Photo: Nikada/Getty Images
I’ve always hated sports. Sport always seemed to be the perfect storm of suffering and boredom. For an “unco” kid like me, there would always be something more rewarding than chasing a ball across a field. Reading. TV. Listen to music. Stare into space. As an adult, I’ve only excelled in endurance recovery – performing sleep deprivation and Olympic-level drinking.
There were people training, I knew that. People who seemed to be enjoying it were no doubt jerked off by the endorphins and powerade. smug people. These weren’t my people. My people were bar-goers, gig-goers, and movie-obsessed. Nocturnal people who had as many words for hangovers as others had for snow. Sundays weren’t for lounging in parks, but for sleeping in, frying breakfasts and maling through the doubles game at St Kilda’s Astor Theatre.
And yet that Sunday morning, like almost every Sunday morning for the past two and a half years, I willingly ran a three-mile brisk run around my neighborhood while the kids pedaled after me and grumbled about the hills. You may be wondering: How did I get here?
I started running during the big second lockdown in Melbourne after my wife discovered the NHS’ Couch to 5K app. These were desperate times. We were only allowed out of the house for an hour a day. I was also aware that the heavy sourdough habit I picked up during the first lockdown was leading me to an urgent wardrobe upheaval.
If there’s one thing I like about running—it’s a short list—it’s that it doesn’t require any technology or special equipment
The app allowed me to listen to my own music (a film music playlist I called “You’re a Big Man But You’re Out of Shape”), while BBC DJ Jo Whiley popped in every now and then to do it for me to say to start or to stop or to promise myself that one day I would like to run too.
That day never came.
Starting was torture. It was a bitter winter. It rained a lot. Running 90 seconds felt like climbing Everest. The idea of running for 30 minutes felt like walking to the moon – completely without oxygen. It’s not the love of running that kept me going, but the instinctive memory of how painful those early morning hours were.
Since then, I’ve realized that the gift of fitness isn’t about making exercise enjoyable, it’s about making impossible things achievable. To transform your body from obstacle to enabler. My body soon went from being a heavy thing I’d been lugging around Albert Park Lake to something that bounced on its own (though it still made a worrying whistling noise). That sourdough baggage went away surprisingly easily, in part because the running was so awful that I started looking at heavy food and couldn’t stand the thought of carrying it around the track.
As the novelty of running wore off, I learned to ditch the apps—those tools designed to make exercise fun.
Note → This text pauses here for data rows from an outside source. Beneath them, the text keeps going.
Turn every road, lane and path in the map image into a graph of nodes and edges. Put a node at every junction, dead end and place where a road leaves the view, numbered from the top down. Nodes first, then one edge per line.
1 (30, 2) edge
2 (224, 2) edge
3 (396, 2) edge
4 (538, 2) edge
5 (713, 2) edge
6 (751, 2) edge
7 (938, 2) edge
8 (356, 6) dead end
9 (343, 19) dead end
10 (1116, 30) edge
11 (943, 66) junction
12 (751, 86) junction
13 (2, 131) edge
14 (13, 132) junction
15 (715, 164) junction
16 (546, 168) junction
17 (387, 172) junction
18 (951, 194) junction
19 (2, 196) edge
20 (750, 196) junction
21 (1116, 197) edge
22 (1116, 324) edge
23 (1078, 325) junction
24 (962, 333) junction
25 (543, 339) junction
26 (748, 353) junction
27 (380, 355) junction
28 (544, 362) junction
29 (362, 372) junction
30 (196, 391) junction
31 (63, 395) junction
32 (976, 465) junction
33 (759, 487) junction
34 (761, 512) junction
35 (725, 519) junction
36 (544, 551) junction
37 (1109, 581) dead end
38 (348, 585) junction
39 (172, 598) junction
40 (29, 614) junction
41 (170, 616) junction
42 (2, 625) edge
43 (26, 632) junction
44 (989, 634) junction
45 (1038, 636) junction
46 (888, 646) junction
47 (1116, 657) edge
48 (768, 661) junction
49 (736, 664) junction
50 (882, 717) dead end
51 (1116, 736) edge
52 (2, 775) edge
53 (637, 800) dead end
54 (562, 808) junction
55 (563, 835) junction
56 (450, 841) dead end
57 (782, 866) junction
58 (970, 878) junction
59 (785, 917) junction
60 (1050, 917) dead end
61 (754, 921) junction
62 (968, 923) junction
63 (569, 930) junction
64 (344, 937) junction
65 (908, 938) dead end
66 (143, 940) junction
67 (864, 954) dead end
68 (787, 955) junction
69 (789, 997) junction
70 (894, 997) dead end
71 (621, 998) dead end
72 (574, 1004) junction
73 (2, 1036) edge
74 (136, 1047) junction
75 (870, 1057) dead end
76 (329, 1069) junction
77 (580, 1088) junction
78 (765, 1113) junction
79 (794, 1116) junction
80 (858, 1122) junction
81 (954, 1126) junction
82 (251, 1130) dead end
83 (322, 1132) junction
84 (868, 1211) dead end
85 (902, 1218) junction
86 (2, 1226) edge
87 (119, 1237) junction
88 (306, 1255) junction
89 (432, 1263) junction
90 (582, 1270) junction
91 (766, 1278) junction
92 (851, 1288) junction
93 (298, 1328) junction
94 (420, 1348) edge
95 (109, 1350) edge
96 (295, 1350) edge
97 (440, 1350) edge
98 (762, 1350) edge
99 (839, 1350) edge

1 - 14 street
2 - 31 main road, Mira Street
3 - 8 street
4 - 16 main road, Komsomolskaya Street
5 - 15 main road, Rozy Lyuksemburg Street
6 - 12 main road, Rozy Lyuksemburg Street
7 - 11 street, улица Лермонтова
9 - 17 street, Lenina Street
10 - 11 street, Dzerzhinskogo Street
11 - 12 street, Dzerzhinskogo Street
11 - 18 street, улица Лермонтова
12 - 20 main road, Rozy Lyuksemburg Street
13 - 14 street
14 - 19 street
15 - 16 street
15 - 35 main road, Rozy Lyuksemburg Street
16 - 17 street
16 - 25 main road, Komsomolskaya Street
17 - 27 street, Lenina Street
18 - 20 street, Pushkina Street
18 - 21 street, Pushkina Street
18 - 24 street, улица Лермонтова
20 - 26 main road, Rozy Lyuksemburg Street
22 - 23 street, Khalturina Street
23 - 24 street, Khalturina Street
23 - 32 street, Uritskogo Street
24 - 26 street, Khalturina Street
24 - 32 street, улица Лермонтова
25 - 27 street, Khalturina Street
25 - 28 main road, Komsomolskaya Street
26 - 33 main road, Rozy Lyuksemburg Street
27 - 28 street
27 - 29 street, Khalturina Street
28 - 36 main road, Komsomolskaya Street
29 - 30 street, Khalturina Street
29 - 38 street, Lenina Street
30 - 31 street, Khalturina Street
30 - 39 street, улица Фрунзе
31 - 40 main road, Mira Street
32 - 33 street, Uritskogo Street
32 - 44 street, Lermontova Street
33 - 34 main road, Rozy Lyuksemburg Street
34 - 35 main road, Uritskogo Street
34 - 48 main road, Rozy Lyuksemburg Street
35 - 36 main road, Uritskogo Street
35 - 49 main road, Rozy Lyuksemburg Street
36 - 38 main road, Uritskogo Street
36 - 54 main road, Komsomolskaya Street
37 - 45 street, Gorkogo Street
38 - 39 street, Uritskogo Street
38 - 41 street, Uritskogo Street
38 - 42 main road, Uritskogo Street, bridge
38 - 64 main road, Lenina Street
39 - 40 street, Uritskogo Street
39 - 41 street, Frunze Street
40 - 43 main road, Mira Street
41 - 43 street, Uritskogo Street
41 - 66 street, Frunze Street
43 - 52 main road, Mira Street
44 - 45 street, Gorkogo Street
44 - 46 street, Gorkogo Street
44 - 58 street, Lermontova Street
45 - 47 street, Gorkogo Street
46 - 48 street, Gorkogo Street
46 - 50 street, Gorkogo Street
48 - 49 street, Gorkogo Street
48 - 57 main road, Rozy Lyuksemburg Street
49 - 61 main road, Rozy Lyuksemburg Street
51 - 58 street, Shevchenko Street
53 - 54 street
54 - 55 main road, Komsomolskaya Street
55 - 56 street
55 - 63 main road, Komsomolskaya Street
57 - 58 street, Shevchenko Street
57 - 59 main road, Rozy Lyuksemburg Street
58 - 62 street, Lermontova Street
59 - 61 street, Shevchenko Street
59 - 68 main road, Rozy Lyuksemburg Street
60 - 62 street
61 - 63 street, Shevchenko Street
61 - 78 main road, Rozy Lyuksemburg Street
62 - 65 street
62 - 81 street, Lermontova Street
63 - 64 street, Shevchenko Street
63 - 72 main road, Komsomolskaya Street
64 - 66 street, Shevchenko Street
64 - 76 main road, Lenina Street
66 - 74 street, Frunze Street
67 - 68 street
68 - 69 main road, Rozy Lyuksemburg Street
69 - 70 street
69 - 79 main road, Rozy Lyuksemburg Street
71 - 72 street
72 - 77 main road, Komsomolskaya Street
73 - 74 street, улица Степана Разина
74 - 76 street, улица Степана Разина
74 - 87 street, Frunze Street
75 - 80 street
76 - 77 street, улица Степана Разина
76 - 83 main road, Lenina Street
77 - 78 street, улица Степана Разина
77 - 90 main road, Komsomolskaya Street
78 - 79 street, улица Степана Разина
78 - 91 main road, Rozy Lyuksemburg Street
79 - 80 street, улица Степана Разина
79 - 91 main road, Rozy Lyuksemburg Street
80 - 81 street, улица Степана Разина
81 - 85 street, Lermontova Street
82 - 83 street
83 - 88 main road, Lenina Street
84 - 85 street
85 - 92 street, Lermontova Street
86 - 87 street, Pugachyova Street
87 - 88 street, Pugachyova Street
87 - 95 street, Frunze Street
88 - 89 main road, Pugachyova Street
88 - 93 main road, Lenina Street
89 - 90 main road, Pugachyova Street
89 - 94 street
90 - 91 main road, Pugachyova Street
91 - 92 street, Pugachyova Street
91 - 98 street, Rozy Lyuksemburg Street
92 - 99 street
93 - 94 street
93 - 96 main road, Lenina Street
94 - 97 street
Strava was useful when I was starting out to make sure I was running far enough and fast enough, but I realized its unrelenting comparisons took away what little fun there was. I’d rather die than set foot in a gym or recruit a personal trainer, but here I was using an app trying to turn a solo pursuit into something competitive or performative.
If there’s one thing I like about running—it’s a short list—it’s that it doesn’t require any technology or special equipment.
You don’t have to recruit a team or be somewhere at the same time every week. All you need is half an hour and a pair of sensible shoes. Over time I even stopped listening to music and left my phone at home. I no longer want to be distracted by how awful running is. I’ve learned to work with my body instead of against it, to listen to my breath and to know whether to exert or relax.
Related: The joy of mediocrity: We need hobbies, even if we’re bad at them, to free ourselves from perfection Kerry Duncan
In an age of digital distance, when our avatars – and our identities – often feel more real than our physical selves, actually being in your body is a liberation. be breath and blood and muscle. I take the kids with me on Sundays because I want them to learn that before I do – and to learn that exercise doesn’t necessarily mean winners or losers, but can bring a kind of freedom.
I also want them to learn that you don’t have to like sport to keep doing it. Yes, it feels good to be fit and to be able to trust your body. Yes, it was good for my mental health. During a particularly stressful week, I had to put in an extra run without really knowing why.
Those are reasons to keep going. But I don’t think the main benefits of running – mental or otherwise – really have anything to do with running itself. It’s not remotely meditative. Most of my thoughts are “Oh god, that’s awful” or little catchy snippets of half-remembered songs.
Really, it’s not the thing itself that counts, but the awfulness of the thing. This magical “come to love exercise” never existed, but I’ve realized what matters is that I do it anyway. I often think of a line by the author Tegan Bennett Daylight – the difficulty is the point. That’s what running means to me. Learning that I can do something I hate three times a week has been a real blessing. That and of course the complacency.